Dear Steve Jobs - Please build Apple II's


It is difficult for me to overstate the importance of the Apple II. I still remember the smell of unwrapping my Apple II. The disk boot command (PR#6) is burned into my brain with greater clarity than my social security number. As if it was in my hands right now, I know the exact weight and shape of a Hayes Microcoupler. My GBBS bulletin board had all the K-K00l M0dz. And even though I was only 14, my friends and peers were rocket scientists, lawyers and college professors.

Before my Apple II, I had a TI 99/4a and then an Atari 400 and although the specs were impressive, they didn't inspire like the open architecture of the Apple II. The Atari had sprite graphics and four joystick ports, but BASIC came on a cartridge. And the TI was a 16-bit machine, but it was screwed shut and if you wanted an interface bus, you had to buy an external box. Apple did it all first and Atari still didn't get it. TI was even worse.

Woz got it. Thirty seconds after unwrapping an Apple II, you were opening the lid and connecting ribbon cables. It was respect. Apple extended respect. And Apple was respected by my rocket scientist buddies and myself. Apple extended the respect through meaningful manuals, a documented architecture and a generally awesome computer. Nothing was hidden. You could POKE and PEEK your way through the whole machine.

The Apple II became a platform for invention. A modem in every slot to create the first online chat? Music keyboard controllers years before MIDI? Digitizing audio through the cassette input jacks? Controlling teletypes through the joystick ports? Big Traks and Armatrons connected as $30 robots? The Apple II was the hub of lots of cool homebrew technology. The first time I heard Van Halen's "Ain't Talkin' About Love" was through a tiny Apple II speaker. All 15 scratchy seconds of it. Where'd I get it? I downloaded it from a bulletin board.

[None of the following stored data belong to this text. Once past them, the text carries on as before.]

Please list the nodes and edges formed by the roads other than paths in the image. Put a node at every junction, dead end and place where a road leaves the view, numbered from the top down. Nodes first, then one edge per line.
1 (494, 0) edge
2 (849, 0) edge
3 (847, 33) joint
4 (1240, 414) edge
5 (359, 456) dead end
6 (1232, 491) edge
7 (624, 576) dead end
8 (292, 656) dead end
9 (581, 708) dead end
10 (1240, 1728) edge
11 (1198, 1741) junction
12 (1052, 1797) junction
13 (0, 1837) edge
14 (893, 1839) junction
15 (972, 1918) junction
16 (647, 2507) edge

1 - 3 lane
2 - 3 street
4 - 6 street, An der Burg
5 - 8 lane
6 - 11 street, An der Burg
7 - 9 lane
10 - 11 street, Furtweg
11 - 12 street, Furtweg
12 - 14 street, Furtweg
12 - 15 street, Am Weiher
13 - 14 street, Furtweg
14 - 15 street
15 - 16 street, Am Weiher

It was the mad scientist's computer. And it profoundly changed the way I viewed the world. A more complex, richer life. And that all-night hacking lead me to a very successful career. One that would still be paying me handsomely if I hadn't thrown it in the trash bin. The Apple II was the best investment that could have made.

Steve Jobs, build open systems. Build new business models. Apple owns the box, they should call the shots. Don't pander to the media companies. Don't adopt standards that handcuff us forever. Build for rocket scientists and teenagers.

When Jobs asked Scully to leave Pepsi and come to Apple, he said, "Do you want to keep selling sugar water or change the world?"

Now I ask, "Do you want to keep selling DRM'd Desperate Housewives episodes or change the world?"

Steve Jobs, please build Apple II's.